═════ Data for processing

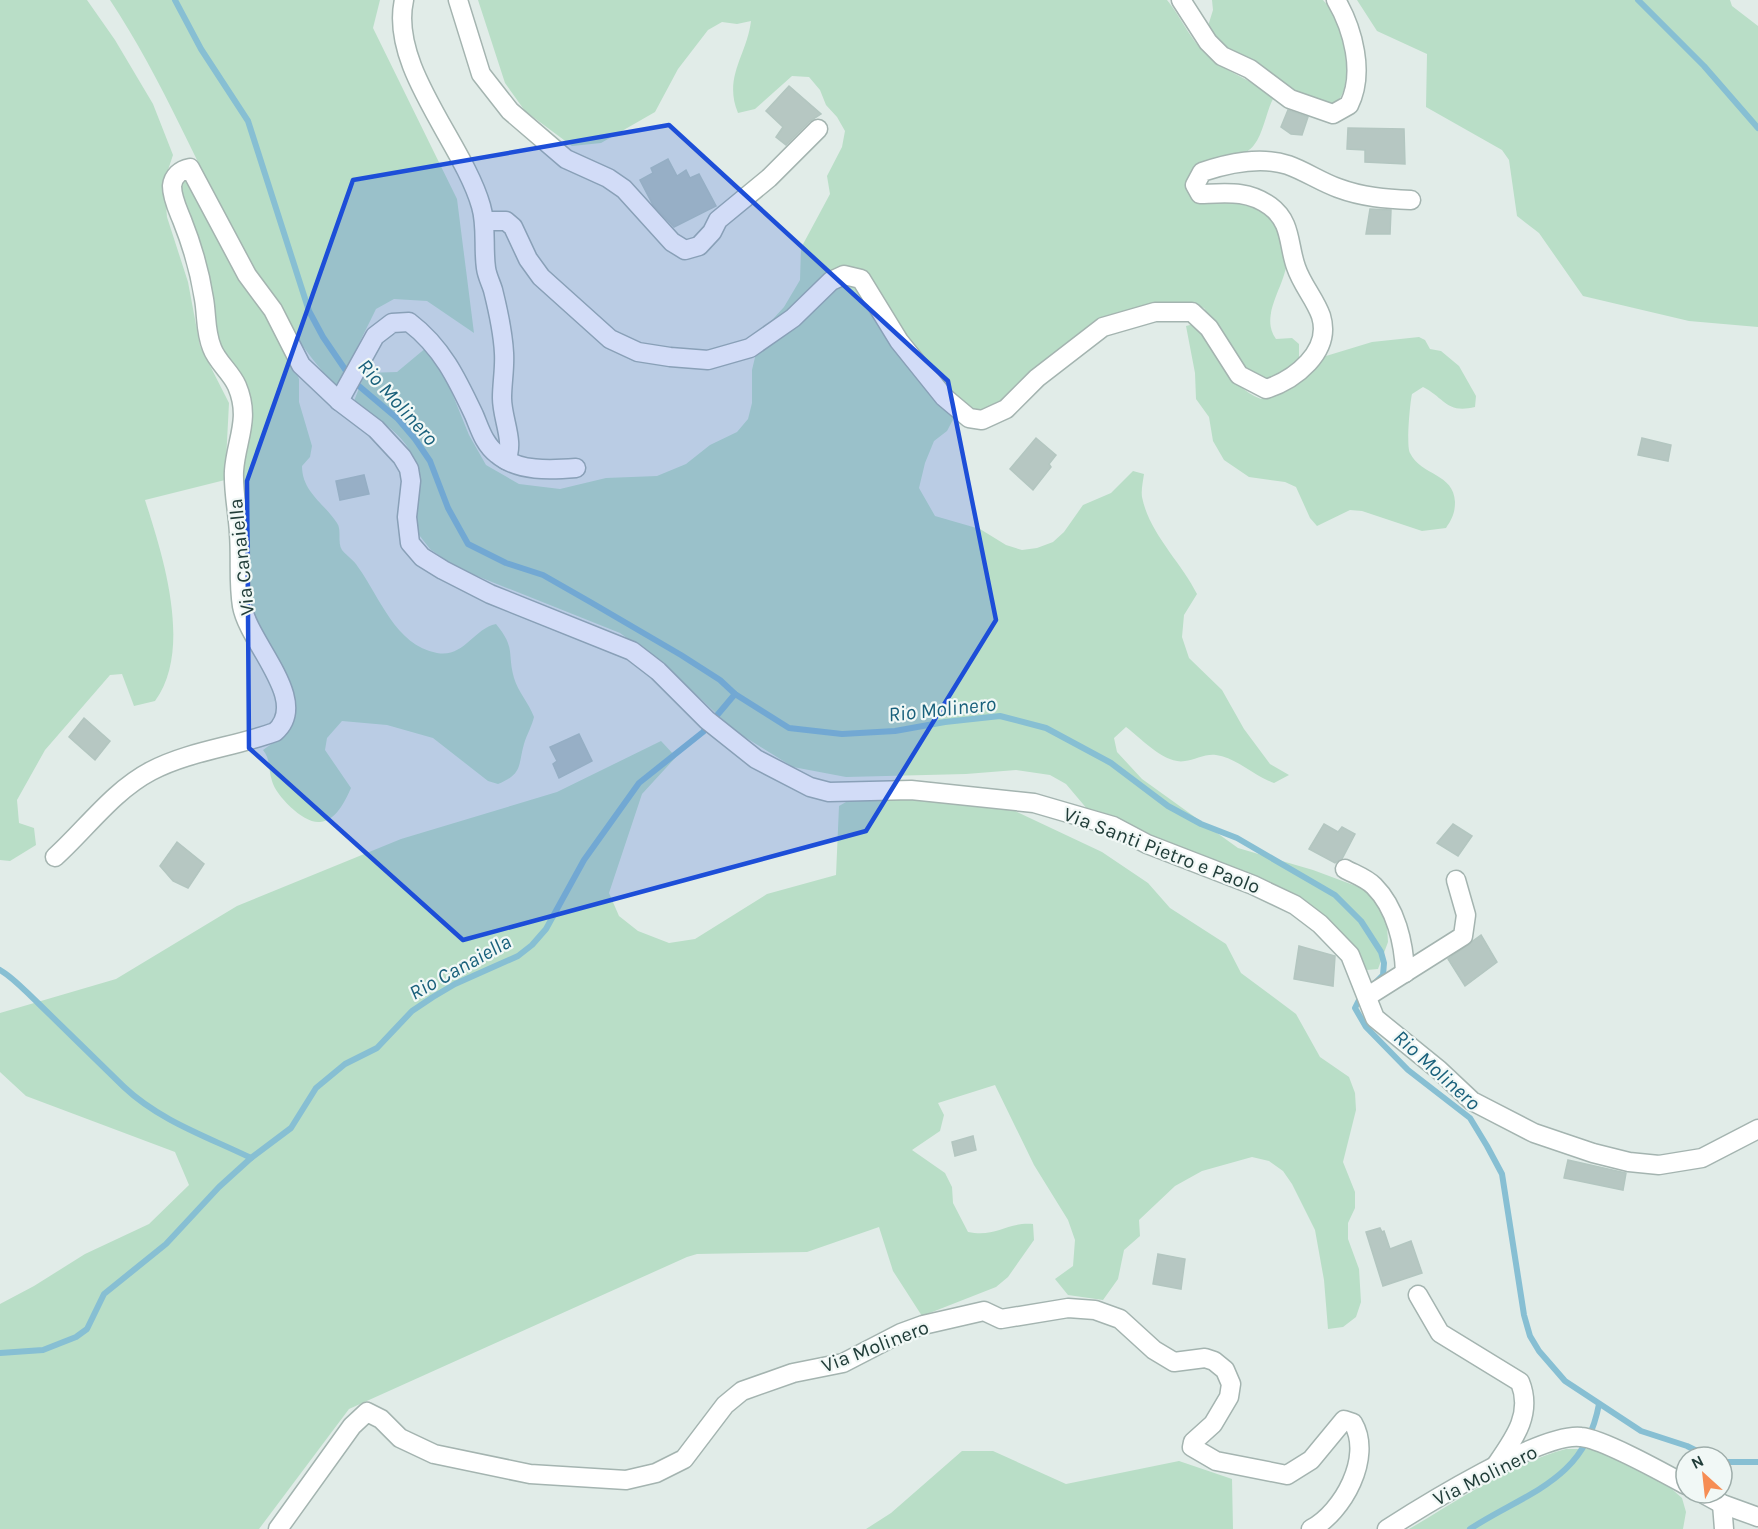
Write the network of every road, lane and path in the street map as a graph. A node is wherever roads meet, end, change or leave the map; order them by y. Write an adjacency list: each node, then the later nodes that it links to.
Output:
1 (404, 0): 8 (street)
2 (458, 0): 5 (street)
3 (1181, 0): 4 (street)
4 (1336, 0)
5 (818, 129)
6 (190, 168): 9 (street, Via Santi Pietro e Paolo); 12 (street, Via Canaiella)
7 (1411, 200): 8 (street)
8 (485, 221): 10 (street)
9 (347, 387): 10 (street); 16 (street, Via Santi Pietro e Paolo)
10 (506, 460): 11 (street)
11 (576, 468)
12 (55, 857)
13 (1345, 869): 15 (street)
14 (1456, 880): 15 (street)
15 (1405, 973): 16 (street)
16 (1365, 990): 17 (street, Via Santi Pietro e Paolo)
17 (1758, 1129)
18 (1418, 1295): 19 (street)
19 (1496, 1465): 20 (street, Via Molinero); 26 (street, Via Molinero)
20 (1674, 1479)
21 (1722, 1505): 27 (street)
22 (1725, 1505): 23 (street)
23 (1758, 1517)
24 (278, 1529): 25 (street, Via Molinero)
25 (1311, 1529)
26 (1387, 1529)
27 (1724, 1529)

══════════
═════ Data for processing

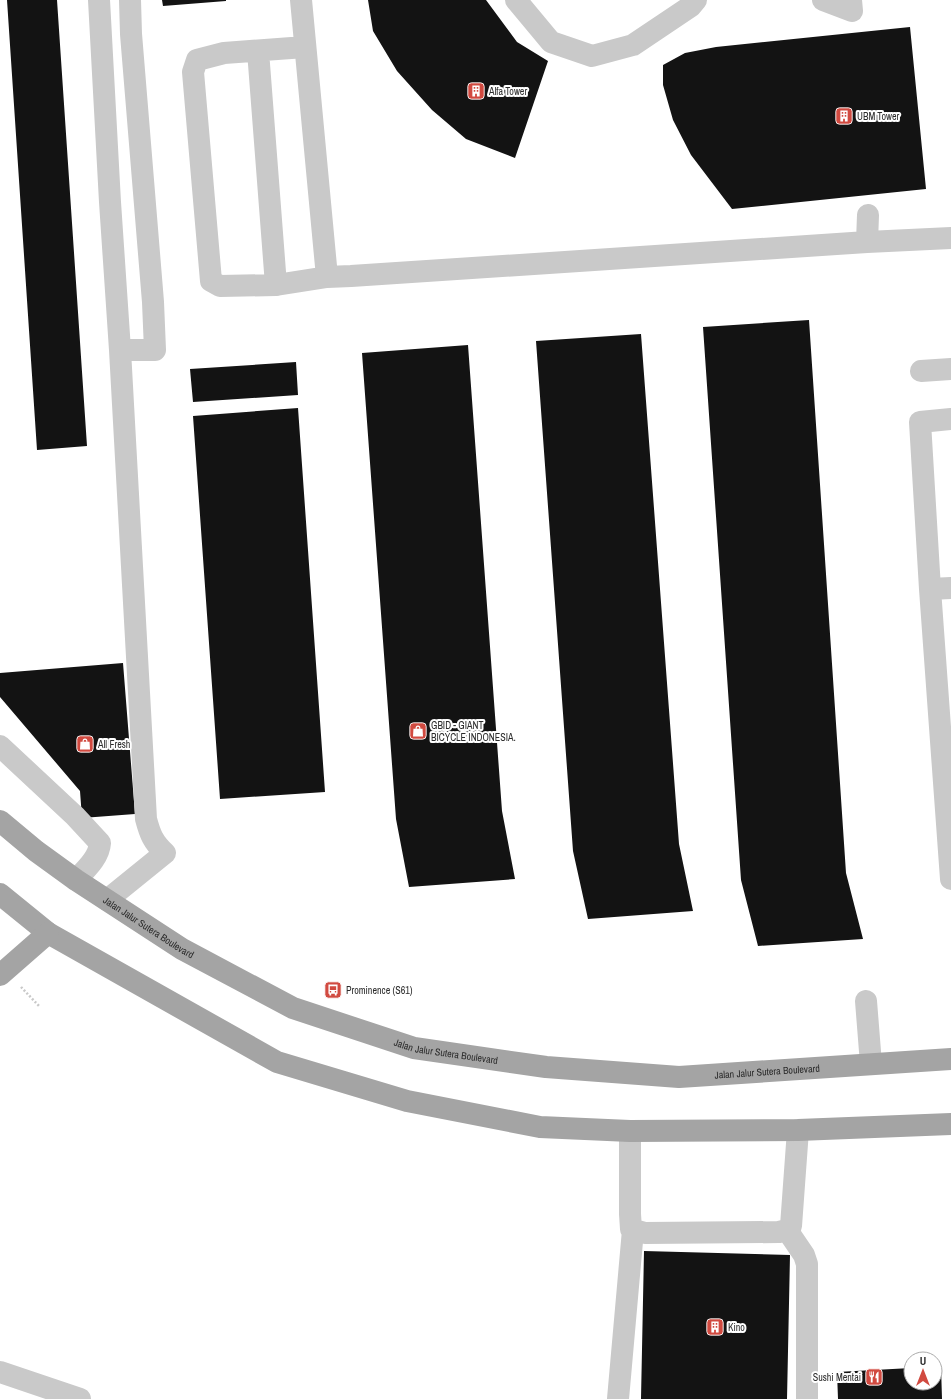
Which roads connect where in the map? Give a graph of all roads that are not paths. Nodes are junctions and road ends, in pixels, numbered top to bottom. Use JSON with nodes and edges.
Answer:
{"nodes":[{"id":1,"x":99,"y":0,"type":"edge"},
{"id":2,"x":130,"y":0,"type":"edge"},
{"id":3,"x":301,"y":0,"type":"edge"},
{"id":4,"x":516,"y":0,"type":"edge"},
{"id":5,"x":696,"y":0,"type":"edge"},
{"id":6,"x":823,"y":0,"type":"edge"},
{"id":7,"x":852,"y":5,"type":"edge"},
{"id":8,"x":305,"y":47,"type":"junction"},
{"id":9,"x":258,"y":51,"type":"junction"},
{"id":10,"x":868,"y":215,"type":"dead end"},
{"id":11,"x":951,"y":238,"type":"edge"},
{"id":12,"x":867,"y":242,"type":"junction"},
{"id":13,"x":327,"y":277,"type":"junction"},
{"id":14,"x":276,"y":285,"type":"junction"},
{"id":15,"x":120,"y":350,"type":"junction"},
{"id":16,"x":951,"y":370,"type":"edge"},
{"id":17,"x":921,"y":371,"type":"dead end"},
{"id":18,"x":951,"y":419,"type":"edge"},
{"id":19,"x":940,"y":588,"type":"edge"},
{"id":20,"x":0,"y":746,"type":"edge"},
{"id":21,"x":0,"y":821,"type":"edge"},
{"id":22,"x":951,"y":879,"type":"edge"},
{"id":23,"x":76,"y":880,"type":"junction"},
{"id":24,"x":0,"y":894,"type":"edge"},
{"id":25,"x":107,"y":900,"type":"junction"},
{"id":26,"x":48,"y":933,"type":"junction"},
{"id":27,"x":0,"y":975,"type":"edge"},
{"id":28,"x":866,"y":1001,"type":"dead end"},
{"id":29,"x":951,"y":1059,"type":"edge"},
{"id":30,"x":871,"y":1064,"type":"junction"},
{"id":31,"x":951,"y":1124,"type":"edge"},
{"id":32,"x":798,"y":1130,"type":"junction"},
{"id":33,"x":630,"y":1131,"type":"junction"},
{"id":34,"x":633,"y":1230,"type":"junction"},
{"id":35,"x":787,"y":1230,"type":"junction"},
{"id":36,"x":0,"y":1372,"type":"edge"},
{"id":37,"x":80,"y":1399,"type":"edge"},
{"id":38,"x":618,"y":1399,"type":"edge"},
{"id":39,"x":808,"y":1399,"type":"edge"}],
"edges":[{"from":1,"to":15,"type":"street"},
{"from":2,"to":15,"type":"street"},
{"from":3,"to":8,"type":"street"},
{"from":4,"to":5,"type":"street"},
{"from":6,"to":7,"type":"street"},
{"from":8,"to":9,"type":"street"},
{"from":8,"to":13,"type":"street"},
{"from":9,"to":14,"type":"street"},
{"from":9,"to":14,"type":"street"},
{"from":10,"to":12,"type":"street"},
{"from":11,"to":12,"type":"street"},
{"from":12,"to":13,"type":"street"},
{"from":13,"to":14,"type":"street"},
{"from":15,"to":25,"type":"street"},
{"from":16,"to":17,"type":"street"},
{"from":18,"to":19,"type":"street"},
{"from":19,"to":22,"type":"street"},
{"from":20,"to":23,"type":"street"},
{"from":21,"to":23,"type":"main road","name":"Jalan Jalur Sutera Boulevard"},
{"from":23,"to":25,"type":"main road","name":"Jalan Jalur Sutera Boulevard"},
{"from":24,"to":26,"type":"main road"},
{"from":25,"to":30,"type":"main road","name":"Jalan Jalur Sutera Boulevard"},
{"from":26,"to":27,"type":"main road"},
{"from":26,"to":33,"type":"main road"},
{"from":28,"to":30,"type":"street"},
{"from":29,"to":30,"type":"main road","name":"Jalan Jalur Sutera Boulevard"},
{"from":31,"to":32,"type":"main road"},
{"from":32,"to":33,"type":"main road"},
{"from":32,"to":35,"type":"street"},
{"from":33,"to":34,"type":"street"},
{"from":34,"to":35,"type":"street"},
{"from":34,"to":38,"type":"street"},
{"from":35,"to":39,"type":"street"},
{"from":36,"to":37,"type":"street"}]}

══════════

**Problem**
Reproduce each line of the records in which the word "that" appears.

**Reply**
Write the network of every road, lane and path in the street map as a graph. A node is wherever roads meet, end, change or leave the map; order them by y. Write an adjacency list: each node, then the later nodes that it links to.
Which roads connect where in the map? Give a graph of all roads that are not paths. Nodes are junctions and road ends, in pixels, numbered top to bottom. Use JSON with nodes and edges.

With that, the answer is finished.